The first orderly dance was of brief duration. Gradually the dancers of both sexes divested themselves of their clothing until with the increasing excitement of the dance they found themselves in a state of absolute nudity. When this erotic craze was at its height, the master of ceremonies signaled to the dancers to suspend and retire for a short rest. Thereupon servants appeared carrying a large number of candlesticks. These latter were from two to three feet high and had evidently served for use at the altars of churches. The candlesticks were put in five straight rows, with just enough space between them to allow of the comfortable passing of a human body among them. A second group of servants following, placing lighted tapers of some size in the candlesticks. Another signal and the dancers, the chorus of fifty women with their partners, reappeared exactly in the same nude state in which they had left the hall. They ranged themselves behind the last row of the lighted candles and were immediately attended by servants who held bags filled with chestnuts.

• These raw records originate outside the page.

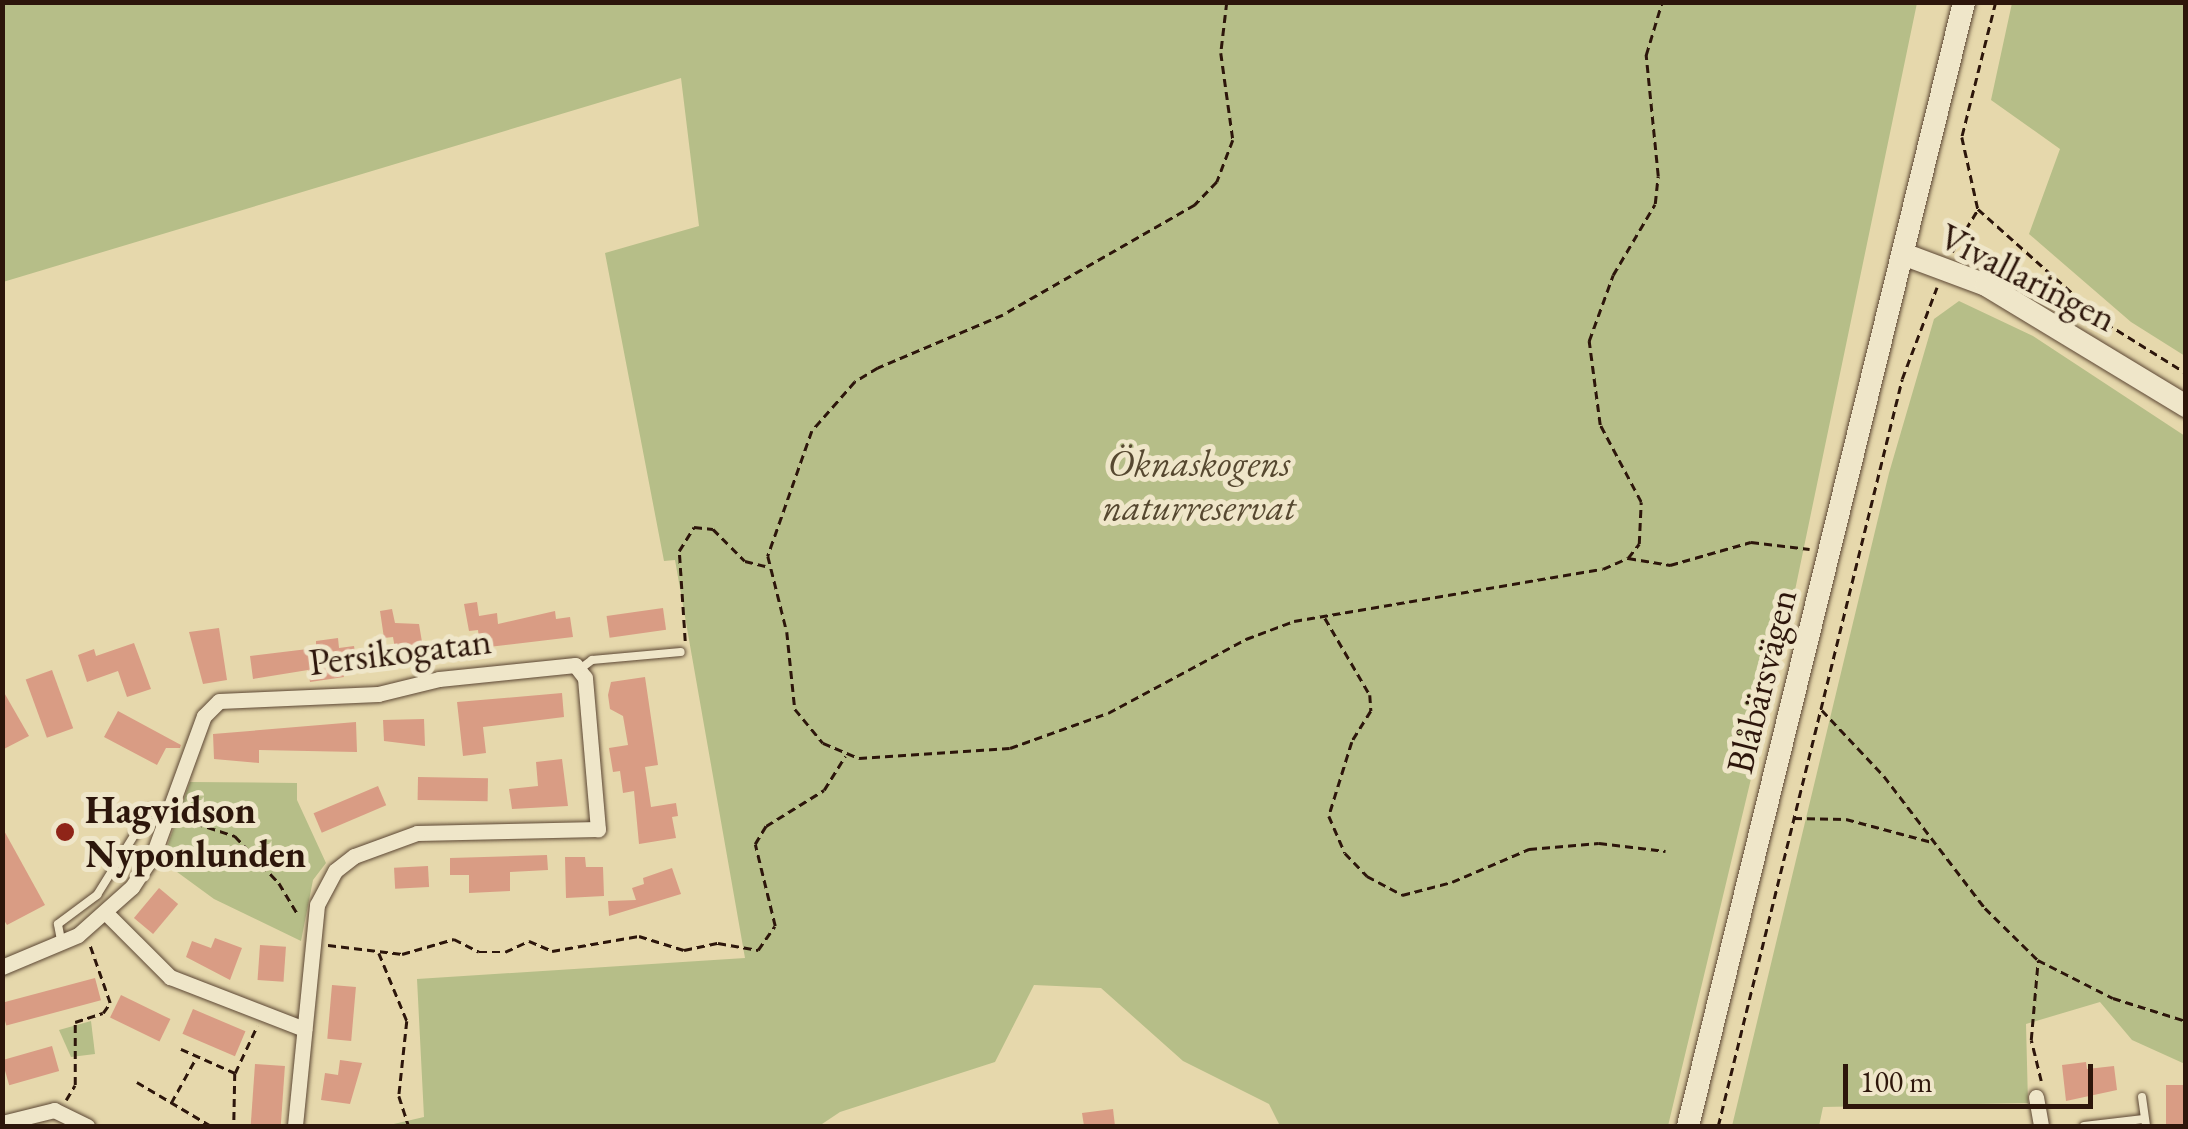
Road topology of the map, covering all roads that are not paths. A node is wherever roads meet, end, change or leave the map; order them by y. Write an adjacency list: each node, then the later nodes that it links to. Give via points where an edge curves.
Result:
1 (1964, 2): 2 (street, Vivallaringen)
2 (1903, 254): 3 (street, Vivallaringen, via 1986,286); 17 (street, Blåbärsvägen)
3 (2186, 406)
4 (681, 652): 5 (lane, via 592,660)
5 (583, 673): 6 (street, Persikogatan, via 439,679 378,694 219,701 204,716); 10 (street, via 598,828 416,834 354,856 330,877 313,935)
6 (168, 812): 7 (street, Persikogatan, via 140,876); 8 (lane, via 150,810 96,895 58,924)
7 (106, 913): 8 (street, Persikogatan); 10 (street, via 170,977)
8 (62, 944): 9 (street, Persikogatan)
9 (2, 967)
10 (304, 1029): 16 (street)
11 (2036, 1097): 18 (street)
12 (2142, 1097): 14 (lane)
13 (2, 1123): 15 (street, via 60,1112)
14 (2145, 1123): 19 (lane)
15 (87, 1126)
16 (295, 1126)
17 (1688, 1126)
18 (2041, 1126)
19 (2084, 1126)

The "fifty took the chestnuts and threw them in front of the candles as close to the lights as possible. When the bags had been emptied, without waiting for any further signal, the members of the chorus and their partners of the male sex, dropped upon their knees and walking on all fours, began to search for and collect the scattered chestnuts amid volleys of obscene shouts of encouragement. The naked and heated bodies were soon in a state of wild entanglement and then began the scenes which cannot be described. None was livelier in applauding and shouting than the pope and his daughter, then a girl of scarcely more than twenty. In the final stages of the orgy the most bestial of human instincts were running riot. Burckard speaks of a "final assault." While the men and women were half mad in their frenzied movements prizes were awarded by the pope to those performers who had distinguished themselves by the audacity of their excesses.
The disgusting "Dance of the Chestnuts" took place on the eve of one of the solemn feasts of the Roman Church, the Day of All Saints. It was well toward noon on November 1, 1501, when the debauch ended. The pope, who toward the end had given free rein to all his perverted instincts, was expected to celebrate mass in St. Peters, but sent word that he was ill. For four days he retired to his private chambers recovering from the effects of his effort.
The reversion to the diabolical practices of paganism at its worst, which is such an outstanding feature of all the Borgia regime, is nowhere more apparent than in these excesses comparable only to the bacchanalian dances and the feasts of the Eleusinian mysteries.